- **Work to complete**: Copy each line of the material in which the word "name" appears.

━━ Extracted entries ━━

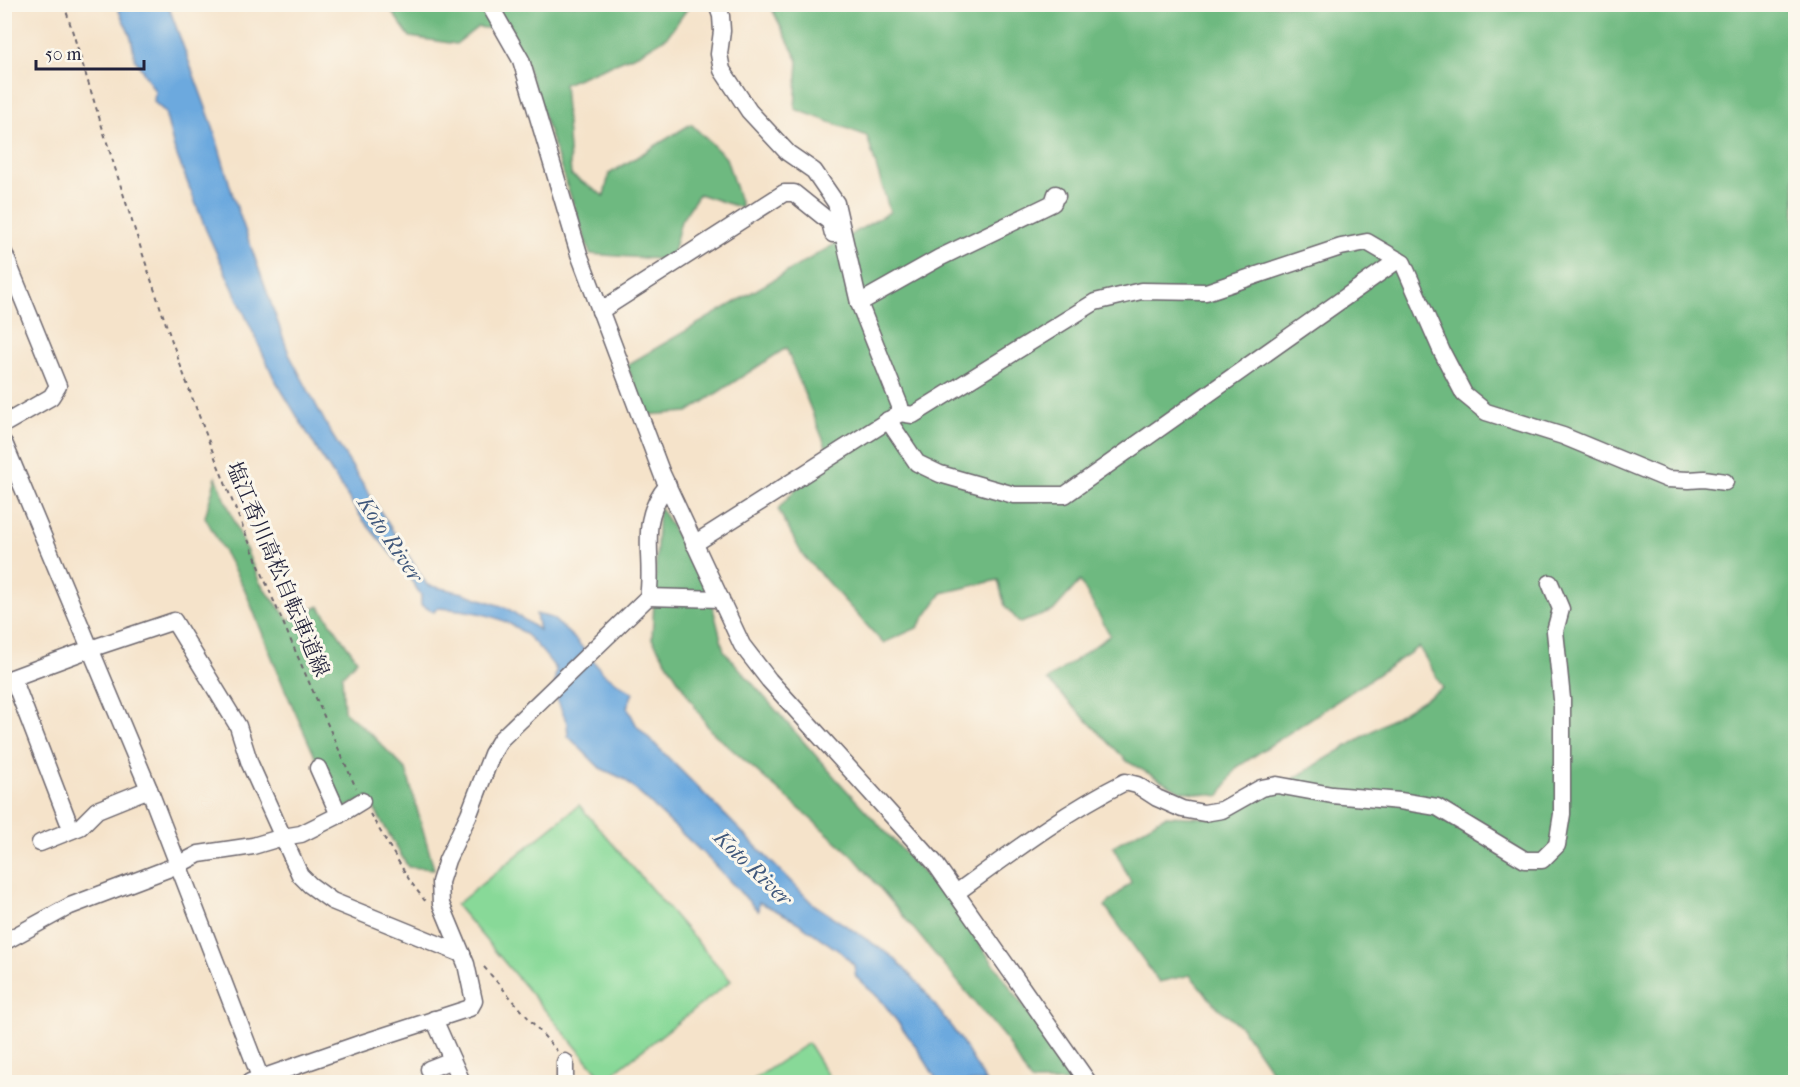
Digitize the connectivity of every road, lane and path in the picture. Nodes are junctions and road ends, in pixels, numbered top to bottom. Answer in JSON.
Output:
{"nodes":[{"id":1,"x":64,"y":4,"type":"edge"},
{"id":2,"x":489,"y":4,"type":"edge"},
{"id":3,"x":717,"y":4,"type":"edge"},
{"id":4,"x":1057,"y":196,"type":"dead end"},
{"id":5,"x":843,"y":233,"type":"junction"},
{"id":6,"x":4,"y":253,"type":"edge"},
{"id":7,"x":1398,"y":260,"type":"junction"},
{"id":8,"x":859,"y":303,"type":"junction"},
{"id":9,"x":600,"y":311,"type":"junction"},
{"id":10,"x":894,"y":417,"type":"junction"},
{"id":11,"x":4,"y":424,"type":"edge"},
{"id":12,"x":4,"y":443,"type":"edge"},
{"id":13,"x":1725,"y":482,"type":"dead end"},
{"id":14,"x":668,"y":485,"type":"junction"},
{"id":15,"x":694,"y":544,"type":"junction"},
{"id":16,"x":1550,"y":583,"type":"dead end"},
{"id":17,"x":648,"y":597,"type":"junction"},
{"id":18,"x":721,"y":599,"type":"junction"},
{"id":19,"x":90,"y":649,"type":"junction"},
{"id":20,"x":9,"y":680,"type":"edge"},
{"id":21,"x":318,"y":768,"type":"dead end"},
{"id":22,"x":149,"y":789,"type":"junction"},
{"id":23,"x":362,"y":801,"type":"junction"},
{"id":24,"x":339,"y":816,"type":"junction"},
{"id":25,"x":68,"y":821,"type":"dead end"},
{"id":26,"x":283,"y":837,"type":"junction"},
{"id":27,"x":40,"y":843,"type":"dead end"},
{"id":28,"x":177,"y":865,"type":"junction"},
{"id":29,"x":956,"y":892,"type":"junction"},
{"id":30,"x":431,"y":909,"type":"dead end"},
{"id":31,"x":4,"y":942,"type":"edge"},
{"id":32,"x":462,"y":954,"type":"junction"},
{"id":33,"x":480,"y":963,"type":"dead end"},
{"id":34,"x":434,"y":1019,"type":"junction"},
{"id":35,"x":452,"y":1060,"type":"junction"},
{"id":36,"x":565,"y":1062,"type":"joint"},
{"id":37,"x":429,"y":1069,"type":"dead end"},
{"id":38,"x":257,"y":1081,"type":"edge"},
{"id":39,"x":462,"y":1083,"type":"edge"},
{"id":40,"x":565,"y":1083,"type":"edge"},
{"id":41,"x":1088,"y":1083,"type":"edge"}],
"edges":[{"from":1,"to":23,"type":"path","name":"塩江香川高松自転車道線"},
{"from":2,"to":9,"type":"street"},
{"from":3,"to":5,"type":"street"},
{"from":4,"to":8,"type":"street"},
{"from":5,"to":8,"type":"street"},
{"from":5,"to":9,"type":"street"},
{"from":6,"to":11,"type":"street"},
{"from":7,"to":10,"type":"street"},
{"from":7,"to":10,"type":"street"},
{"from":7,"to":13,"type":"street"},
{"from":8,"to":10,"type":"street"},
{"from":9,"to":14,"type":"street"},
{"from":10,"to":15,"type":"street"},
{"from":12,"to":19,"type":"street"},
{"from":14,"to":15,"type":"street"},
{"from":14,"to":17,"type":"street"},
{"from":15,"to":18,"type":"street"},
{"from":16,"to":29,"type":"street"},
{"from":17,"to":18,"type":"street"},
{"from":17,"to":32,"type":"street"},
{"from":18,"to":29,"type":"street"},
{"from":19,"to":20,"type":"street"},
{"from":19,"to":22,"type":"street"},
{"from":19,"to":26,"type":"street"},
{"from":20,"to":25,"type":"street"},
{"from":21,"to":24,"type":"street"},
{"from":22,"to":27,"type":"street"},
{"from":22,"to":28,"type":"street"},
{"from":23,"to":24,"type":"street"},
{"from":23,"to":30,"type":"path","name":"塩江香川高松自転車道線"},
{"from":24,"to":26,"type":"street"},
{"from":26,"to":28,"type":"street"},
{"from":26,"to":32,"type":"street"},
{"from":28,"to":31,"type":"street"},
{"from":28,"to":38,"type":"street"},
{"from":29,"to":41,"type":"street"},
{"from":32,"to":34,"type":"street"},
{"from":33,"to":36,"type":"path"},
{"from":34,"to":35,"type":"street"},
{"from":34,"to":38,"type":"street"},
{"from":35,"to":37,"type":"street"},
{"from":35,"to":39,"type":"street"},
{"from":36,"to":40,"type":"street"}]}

━━━

- **Response to this task**:
"edges":[{"from":1,"to":23,"type":"path","name":"塩江香川高松自転車道線"},
{"from":23,"to":30,"type":"path","name":"塩江香川高松自転車道線"},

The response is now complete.